(Dataset entries)
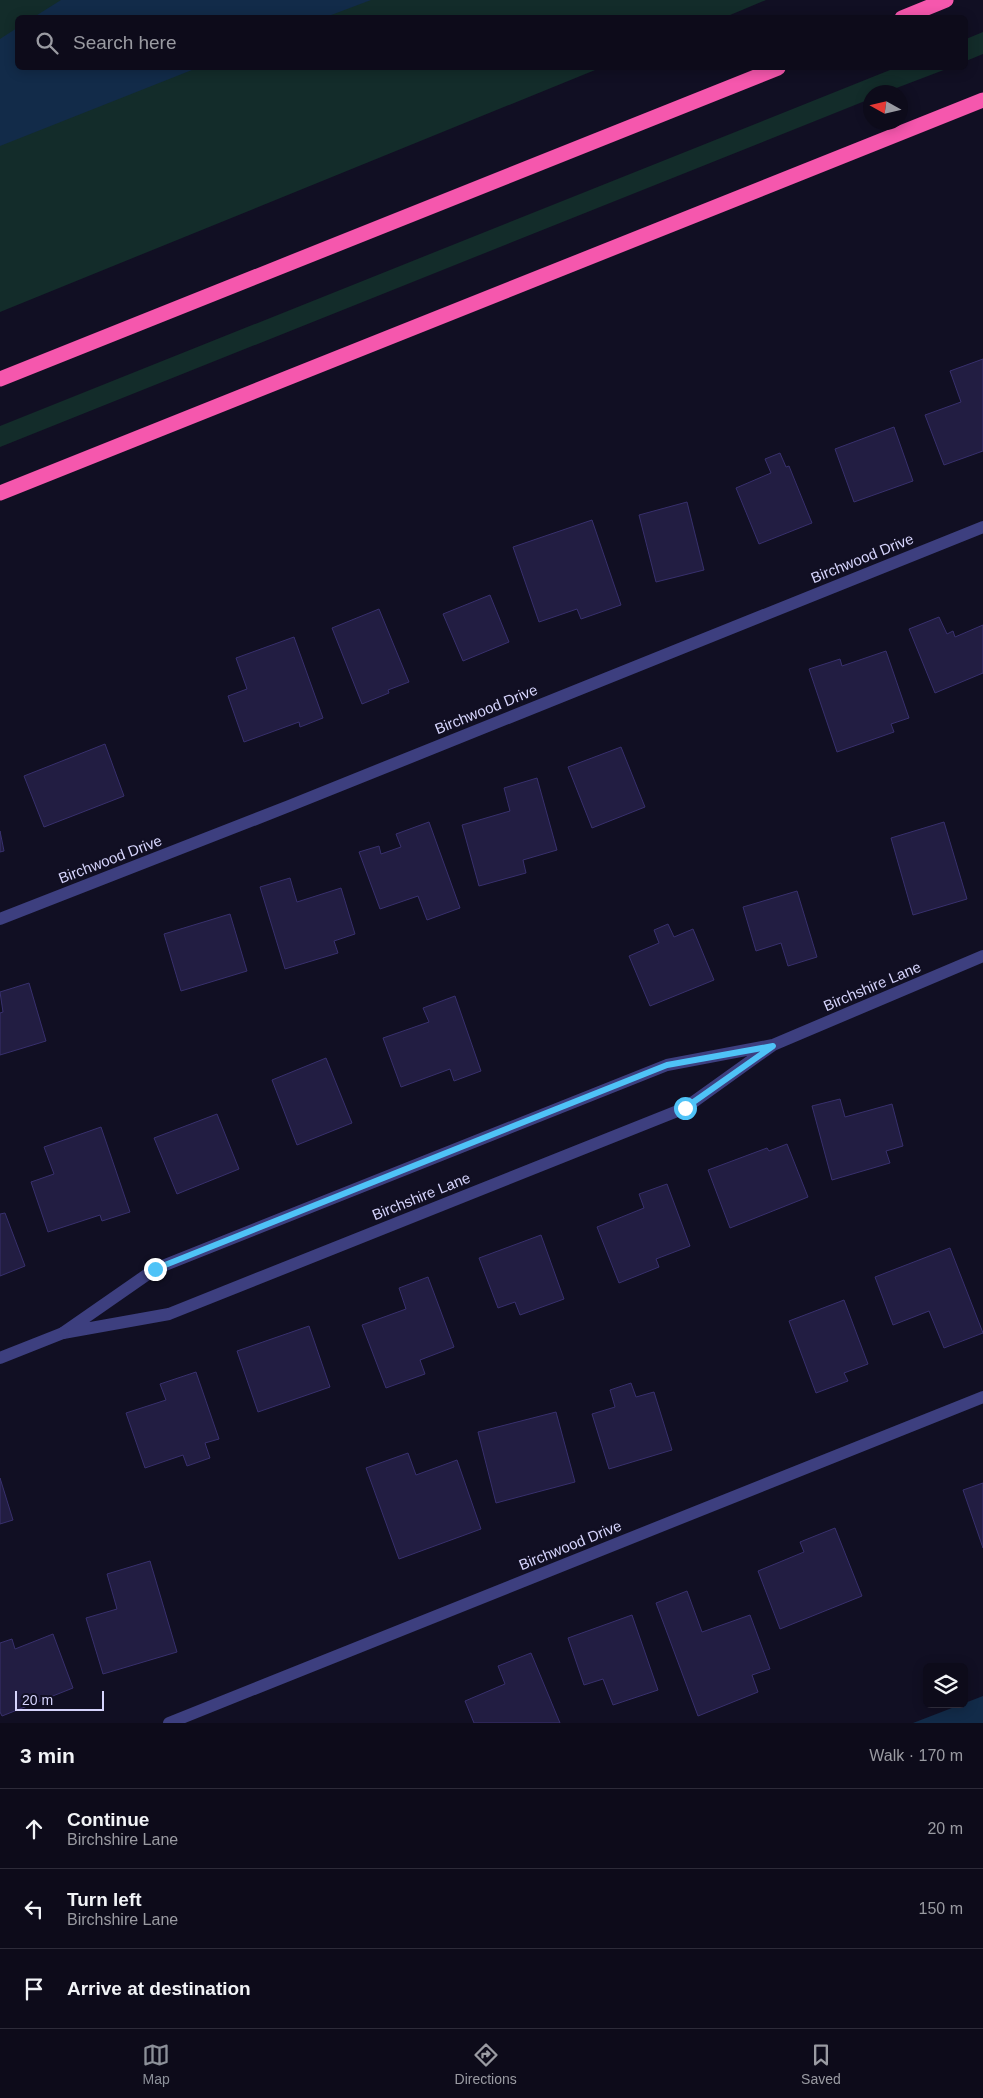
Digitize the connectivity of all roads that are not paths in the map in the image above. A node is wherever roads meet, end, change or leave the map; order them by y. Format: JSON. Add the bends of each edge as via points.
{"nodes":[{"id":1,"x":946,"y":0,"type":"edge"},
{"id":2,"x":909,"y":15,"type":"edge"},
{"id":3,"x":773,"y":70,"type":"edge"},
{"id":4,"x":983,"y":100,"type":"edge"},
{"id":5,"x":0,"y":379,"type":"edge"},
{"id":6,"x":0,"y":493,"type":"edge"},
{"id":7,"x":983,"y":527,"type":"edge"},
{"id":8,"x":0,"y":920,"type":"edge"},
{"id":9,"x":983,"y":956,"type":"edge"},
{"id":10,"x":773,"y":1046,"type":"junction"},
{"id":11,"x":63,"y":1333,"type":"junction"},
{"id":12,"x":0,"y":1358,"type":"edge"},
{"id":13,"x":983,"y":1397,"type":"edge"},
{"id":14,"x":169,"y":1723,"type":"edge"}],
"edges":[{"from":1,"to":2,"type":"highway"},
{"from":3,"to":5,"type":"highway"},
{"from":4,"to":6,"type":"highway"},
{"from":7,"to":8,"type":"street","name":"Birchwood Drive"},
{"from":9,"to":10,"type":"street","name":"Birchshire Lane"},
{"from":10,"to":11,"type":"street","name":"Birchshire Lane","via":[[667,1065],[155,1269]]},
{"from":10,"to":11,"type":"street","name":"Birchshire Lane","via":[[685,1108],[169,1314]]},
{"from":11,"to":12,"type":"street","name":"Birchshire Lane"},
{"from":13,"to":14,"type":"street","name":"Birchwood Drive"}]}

▶ [Task prompt]:
After dropping every picture, transcribe each entry exactly.

▶ [Result of this task]:
Digitize the connectivity of all roads that are not paths in the map in the image above. A node is wherever roads meet, end, change or leave the map; order them by y. Format: JSON. Add the bends of each edge as via points.
{"nodes":[{"id":1,"x":946,"y":0,"type":"edge"},
{"id":2,"x":909,"y":15,"type":"edge"},
{"id":3,"x":773,"y":70,"type":"edge"},
{"id":4,"x":983,"y":100,"type":"edge"},
{"id":5,"x":0,"y":379,"type":"edge"},
{"id":6,"x":0,"y":493,"type":"edge"},
{"id":7,"x":983,"y":527,"type":"edge"},
{"id":8,"x":0,"y":920,"type":"edge"},
{"id":9,"x":983,"y":956,"type":"edge"},
{"id":10,"x":773,"y":1046,"type":"junction"},
{"id":11,"x":63,"y":1333,"type":"junction"},
{"id":12,"x":0,"y":1358,"type":"edge"},
{"id":13,"x":983,"y":1397,"type":"edge"},
{"id":14,"x":169,"y":1723,"type":"edge"}],
"edges":[{"from":1,"to":2,"type":"highway"},
{"from":3,"to":5,"type":"highway"},
{"from":4,"to":6,"type":"highway"},
{"from":7,"to":8,"type":"street","name":"Birchwood Drive"},
{"from":9,"to":10,"type":"street","name":"Birchshire Lane"},
{"from":10,"to":11,"type":"street","name":"Birchshire Lane","via":[[667,1065],[155,1269]]},
{"from":10,"to":11,"type":"street","name":"Birchshire Lane","via":[[685,1108],[169,1314]]},
{"from":11,"to":12,"type":"street","name":"Birchshire Lane"},
{"from":13,"to":14,"type":"street","name":"Birchwood Drive"}]}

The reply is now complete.